Pharmacogenetics in statin use

Abstract

The SLCO1B1 c.521T>C (rs4149056) genetic polymorphism is implicated in decreased SLCO1B1 function which leads to reduced uptake of simvastatin by the liver and higher simvastatin concentrations in the blood. The resulting elevated plasma simvastatin concentrations may increase the risk of simvastatin-induced myopathy (SIM). The aim of the research was to investigate the pharmacogenetic implications of simvastatin. The objectives were to: (i) identify presence of the SLCO1B1 c.521T>C genetic polymorphism in a cohort of cardiac patients on simvastatin and (ii) explore the correlation between genotype results and myopathy risk.

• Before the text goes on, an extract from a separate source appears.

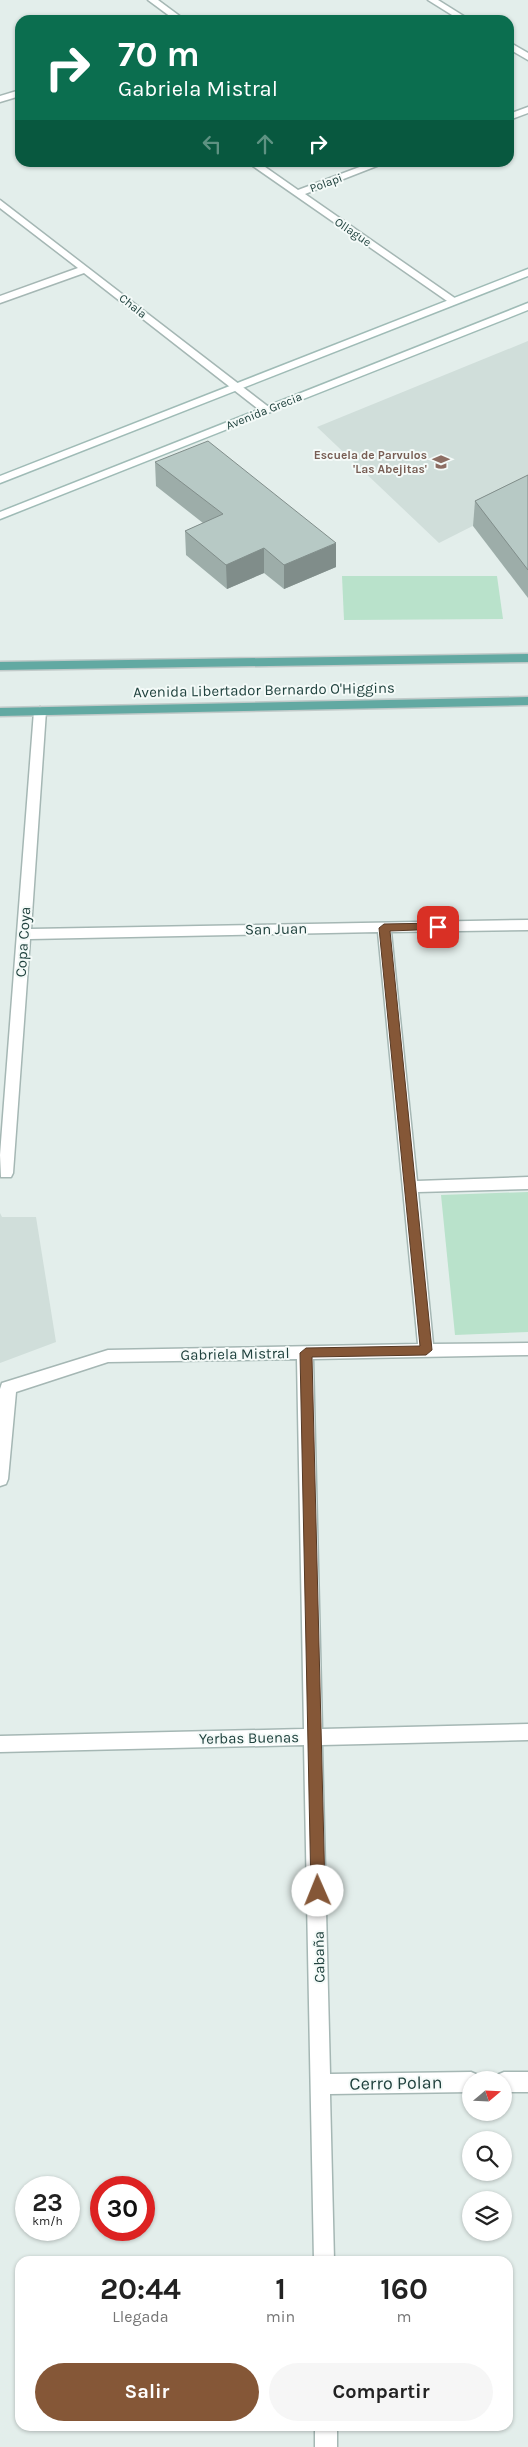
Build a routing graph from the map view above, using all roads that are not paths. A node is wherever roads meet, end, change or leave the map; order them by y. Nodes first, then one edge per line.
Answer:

Patients on simvastatin were recruited by convenience sampling from the Cardiac Catheterisation Suite at Mater Dei Hospital after ethics approval. A peripheral blood sample was obtained from each patient and genomic DNA was extracted using the QIAamp® DNA Blood Mini kit. Real-time polymerase chain reaction SLCO1B1 c.521T>C rs4149056 genotyping was performed with the Sacace® Biotechnology kits and Rotor-Gene™ 6000/Q. Patients were classified into 3 genotypes (phenotypes): 1. TT (normal SLCO1B1 function), 2. TC (intermediate SLCO1B1 function) or 3. CC (low SLCO1B1 function). TC and CC patients were communicated to the consultant cardiologists with the Clinical Pharmacogenetics Implementation Consortium (CPIC) guideline recommendations for SLCO1B1 and SIM. The patients were followed up 6 months post-recruitment for documented and self-reported muscle symptoms. The 148 patients recruited (all Caucasian, 90 male, mean age 65 years) were genotyped as TT (83.1%, n=123), TC (14.9%, n=22) and CC (2%, n=3). Fifteen of the 25 TC and CC patients were prescribed simvastatin 40mg daily. At follow-up, 15 patients (12 TT, 2 TC, 1 CC) self-reported muscle symptoms; stiffness (n=6; 5 TT, 1 TC), cramps (n=4; all TT), pain (n=4; 3 TT, 1 CC) and weakness (n=1; TC). According to the CPIC guidelines, patients genotyped as TC (15%) have mild myopathy risk and CC patients (2%) have high myopathy risk. Fifteen of the 25 TC and CC patients were prescribed simvastatin 40mg and the CPIC guidelines recommend a lower simvastatin dose (20mg/day) or consideration of another statin (rosuvastatin) in these patients. One of the 3 CC patients had documented myalgia at follow-up. The observed findings from this study are exploratory and warrant further investigation.